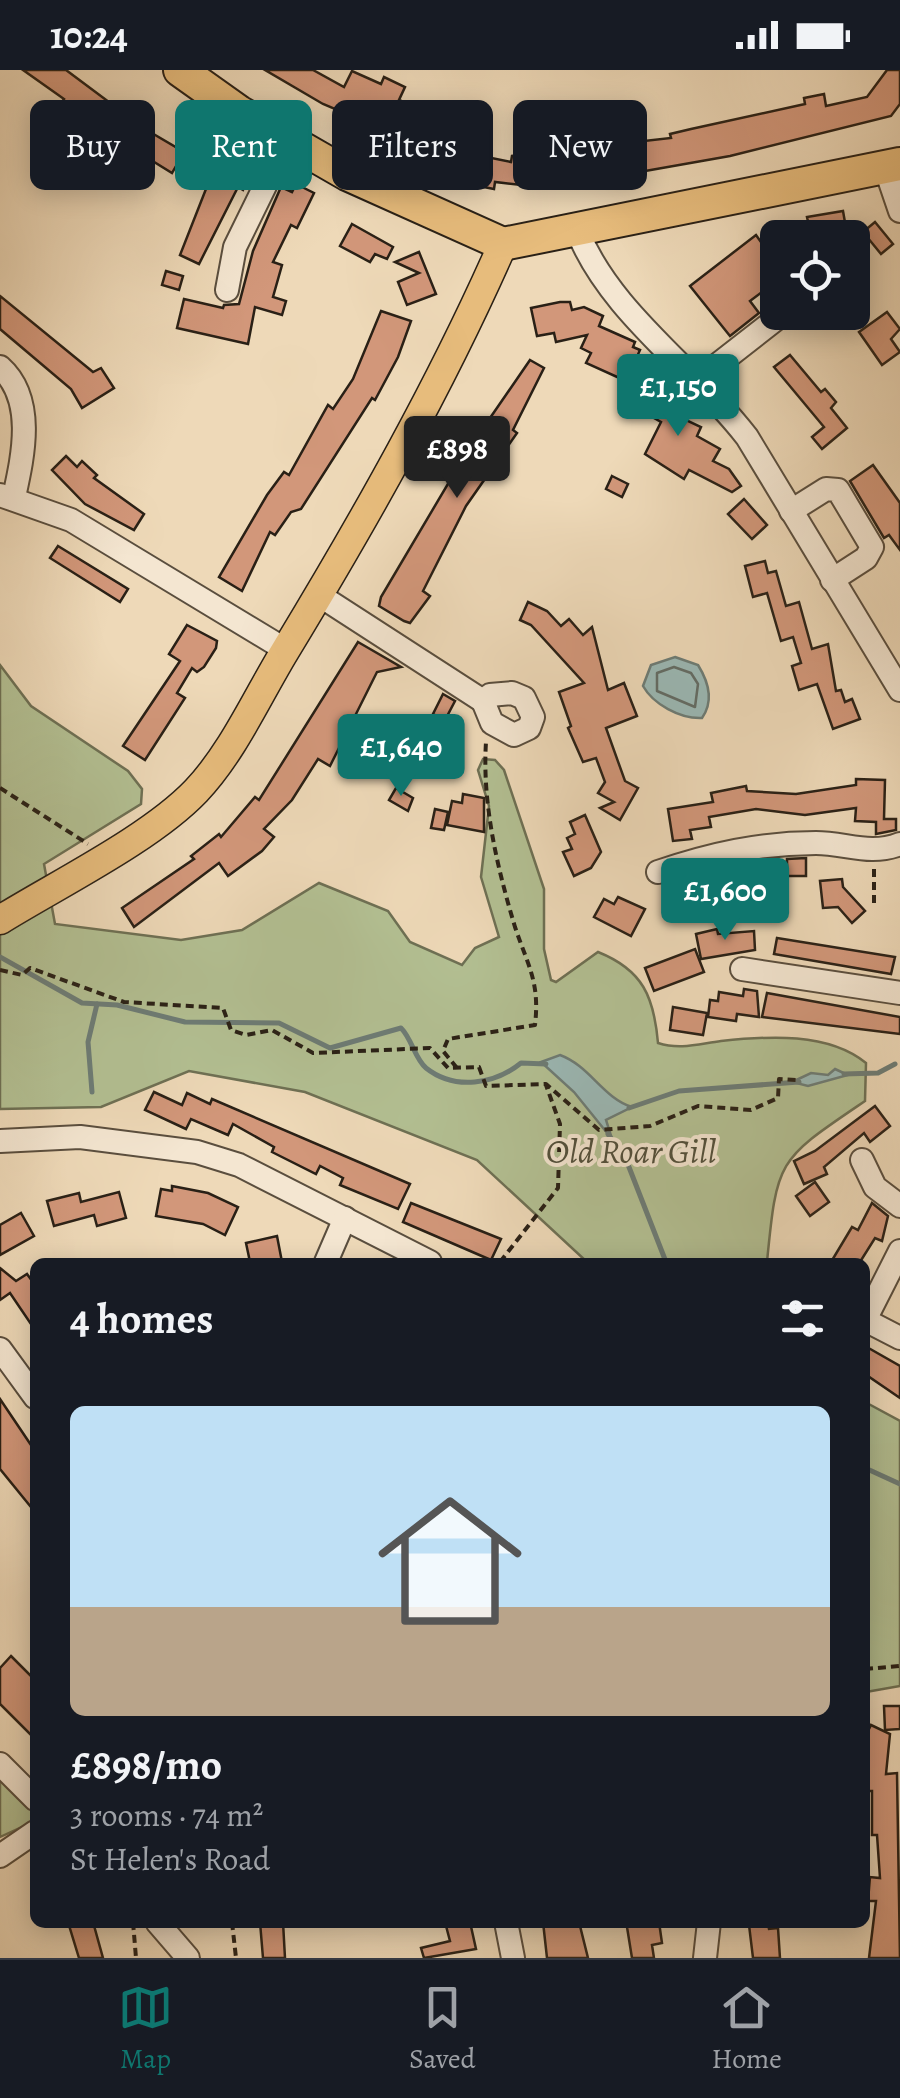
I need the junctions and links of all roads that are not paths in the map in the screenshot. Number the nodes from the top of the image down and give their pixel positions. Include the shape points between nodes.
1 (180, 70) edge
2 (225, 100) edge
3 (312, 155) edge
4 (892, 166) edge
5 (263, 190) edge
6 (900, 211) edge
7 (577, 230) junction
8 (503, 244) junction
9 (227, 290) dead end
10 (762, 330) edge
11 (0, 367) edge
12 (698, 380) junction
13 (7, 496) edge
14 (791, 511) junction
15 (832, 580) junction
16 (319, 595) junction
17 (286, 650) junction
18 (900, 690) edge
19 (483, 701) dead end
20 (900, 844) edge
21 (672, 875) dead end
22 (0, 920) edge
23 (756, 965) dead end
24 (900, 993) edge
25 (0, 1140) edge
26 (862, 1178) dead end
27 (900, 1206) edge
28 (345, 1218) junction
29 (900, 1250) edge
30 (328, 1258) edge
31 (422, 1258) edge
32 (870, 1310) edge
33 (870, 1323) edge
34 (900, 1338) edge
35 (0, 1348) edge
36 (30, 1390) edge
37 (0, 1764) edge
38 (30, 1793) edge
39 (30, 1838) edge
40 (0, 1856) edge
41 (165, 1928) edge
42 (507, 1928) edge
43 (708, 1928) edge
44 (188, 1958) edge
45 (514, 1958) edge
46 (705, 1958) edge

1 - 2 highway
3 - 8 highway
4 - 6 street
4 - 7 highway
5 - 9 street via 235,247
7 - 8 highway
7 - 12 street via 599,278
8 - 16 main road via 415,424
10 - 12 street
11 - 13 street via 23,410 24,450
12 - 14 street via 746,437
13 - 17 street via 71,520
14 - 15 street
14 - 15 street via 826,489 838,490 847,501 872,547
15 - 18 street
16 - 17 main road
16 - 19 street
17 - 22 main road via 196,791
20 - 21 street via 874,850 822,843 732,848
23 - 24 street
25 - 28 street via 80,1137 197,1152 239,1165
26 - 27 street
28 - 30 street
28 - 31 street
29 - 32 street
33 - 34 street
35 - 36 street
37 - 38 street
39 - 40 street
41 - 44 street
42 - 45 street
43 - 46 street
#####
## To do
Every line above goes into the copy unchanged; the pictures do not.

## Completed task
I need the junctions and links of all roads that are not paths in the map in the screenshot. Number the nodes from the top of the image down and give their pixel positions. Include the shape points between nodes.
1 (180, 70) edge
2 (225, 100) edge
3 (312, 155) edge
4 (892, 166) edge
5 (263, 190) edge
6 (900, 211) edge
7 (577, 230) junction
8 (503, 244) junction
9 (227, 290) dead end
10 (762, 330) edge
11 (0, 367) edge
12 (698, 380) junction
13 (7, 496) edge
14 (791, 511) junction
15 (832, 580) junction
16 (319, 595) junction
17 (286, 650) junction
18 (900, 690) edge
19 (483, 701) dead end
20 (900, 844) edge
21 (672, 875) dead end
22 (0, 920) edge
23 (756, 965) dead end
24 (900, 993) edge
25 (0, 1140) edge
26 (862, 1178) dead end
27 (900, 1206) edge
28 (345, 1218) junction
29 (900, 1250) edge
30 (328, 1258) edge
31 (422, 1258) edge
32 (870, 1310) edge
33 (870, 1323) edge
34 (900, 1338) edge
35 (0, 1348) edge
36 (30, 1390) edge
37 (0, 1764) edge
38 (30, 1793) edge
39 (30, 1838) edge
40 (0, 1856) edge
41 (165, 1928) edge
42 (507, 1928) edge
43 (708, 1928) edge
44 (188, 1958) edge
45 (514, 1958) edge
46 (705, 1958) edge

1 - 2 highway
3 - 8 highway
4 - 6 street
4 - 7 highway
5 - 9 street via 235,247
7 - 8 highway
7 - 12 street via 599,278
8 - 16 main road via 415,424
10 - 12 street
11 - 13 street via 23,410 24,450
12 - 14 street via 746,437
13 - 17 street via 71,520
14 - 15 street
14 - 15 street via 826,489 838,490 847,501 872,547
15 - 18 street
16 - 17 main road
16 - 19 street
17 - 22 main road via 196,791
20 - 21 street via 874,850 822,843 732,848
23 - 24 street
25 - 28 street via 80,1137 197,1152 239,1165
26 - 27 street
28 - 30 street
28 - 31 street
29 - 32 street
33 - 34 street
35 - 36 street
37 - 38 street
39 - 40 street
41 - 44 street
42 - 45 street
43 - 46 street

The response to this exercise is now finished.